This prevailing superabundant good cheer did not, however, extend to the visitor, as the colonel discovered, within the doorway of The Dragon. Nor was that doorway the old hospitable entrance through which the stage-coaches had rattled into a paved court lined with red-windowed offices. The new proprietor had blocked all this up with a flight of steps, and an arrangement of mahogany and plate-glass. There remained but the arch under which, these years ago, the stout coachman, as he swung his leaders sharp round to the entry, had warned passengers to duck their heads. The colonel was staring up at it when he became aware of a liveried boots holding the mahogany door open for him at the head of the steps, and with an expression that did not include ‘Welcome!’ among the many things that it said.
The boots too plainly was sullen, the young lady in the office curt and off-hand, the second and only waiter as nearly as possible mutinous. ‘All his blooming companions,’ he explained (though not precisely in these words), had departed to spend Christmas in the bosom of their families. He spoke cockney English, and, in reply to a question (for the colonel tried hard to draw him into conversation and dissipate his gloom), confessed that he came from Brixton.
Further than this he would not go. In a mortuary silence, the colonel, seated beneath a gasalier adorned (the mockery of it!) with a sprig of mistletoe, sipped his half-pint of sherry, and ate his way through three courses of a sufficiently good dinner. But better, says Solomon, is a dinner of herbs where love is, than a stalled ox and hatred therewith.

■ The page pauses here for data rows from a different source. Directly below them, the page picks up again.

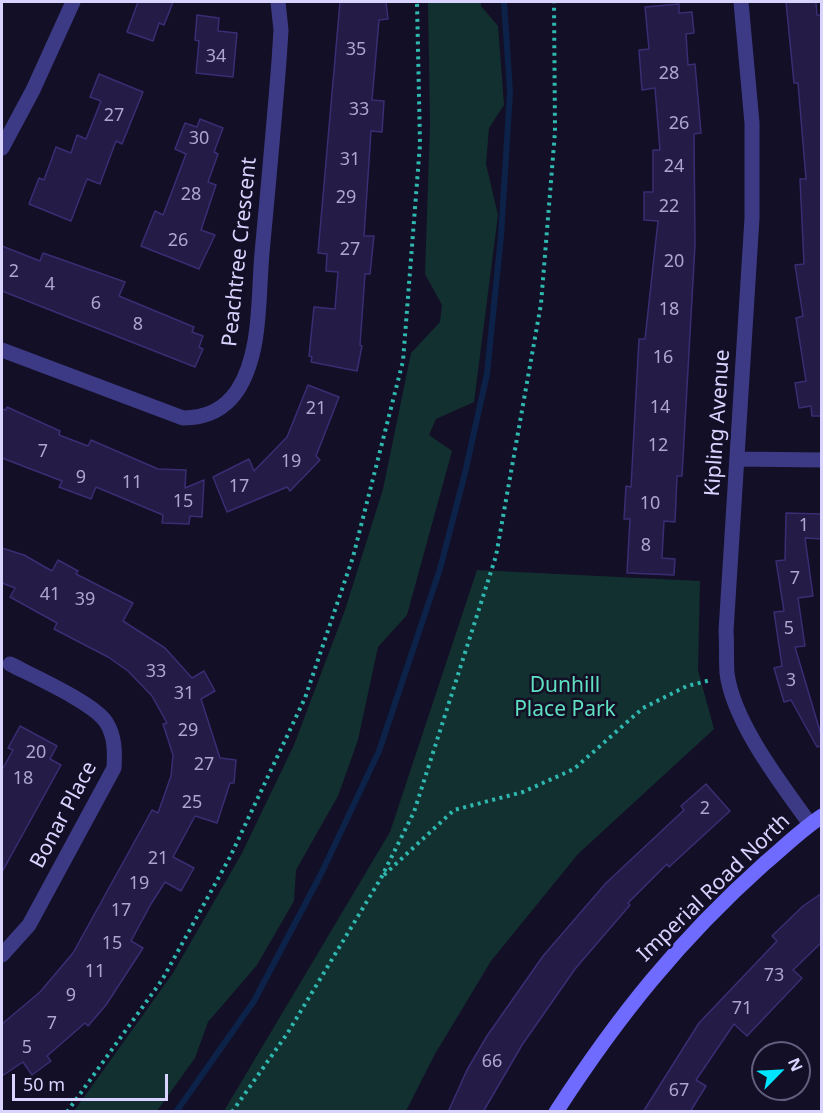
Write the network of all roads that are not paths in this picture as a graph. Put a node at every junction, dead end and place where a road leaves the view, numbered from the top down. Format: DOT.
graph roads {
  1 [pos="74,2"];
  2 [pos="278,2"];
  3 [pos="741,2"];
  4 [pos="2,148"];
  5 [pos="2,350"];
  6 [pos="737,459"];
  7 [pos="822,460"];
  8 [pos="4,663"];
  9 [pos="816,820"];
  10 [pos="2,955"];
  11 [pos="556,1112"];
  1 -- 4 [label="street"];
  2 -- 5 [label="street, Peachtree Crescent"];
  3 -- 6 [label="street, Kipling Avenue"];
  6 -- 7 [label="street"];
  6 -- 9 [label="street, Kipling Avenue"];
  8 -- 10 [label="street, Bonar Place"];
  9 -- 11 [label="street, Imperial Road North"];
}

Every time he raised his eyes they rested on the table at which he had dined with his father on the eve of being entered at school. The same table, the same heavy mahogany chairs—he recalled the scroll pattern on their backs. He could see himself there in the corner—a small boy, white in the face and weary with travel, divided between surmise of the morrow and tears for the home left behind. He could see his father seated there in profile, the iron-gray hair, the remembered stoop. Well, they were all gone now—all, missing whom that night he had come so near to breaking down and weeping. . . . Mother, sisters, brother, gone one by one during the years of his Indian exile, and himself now left the last of his race, unmarried, and never likely to marry. Why had he come? To revisit his old school? But the school would be closed for the Christmas holidays, the children dispersed to their homes and happy.
Limen amabile
Matris et oscula . .
.
He had ordered claret—a bottle of Lafitte, the best the house could produce—and the waiter, impressed a little by the choice, now appeared noiselessly, almost deferentially, at his elbow, and poured out a first glassful of the wine.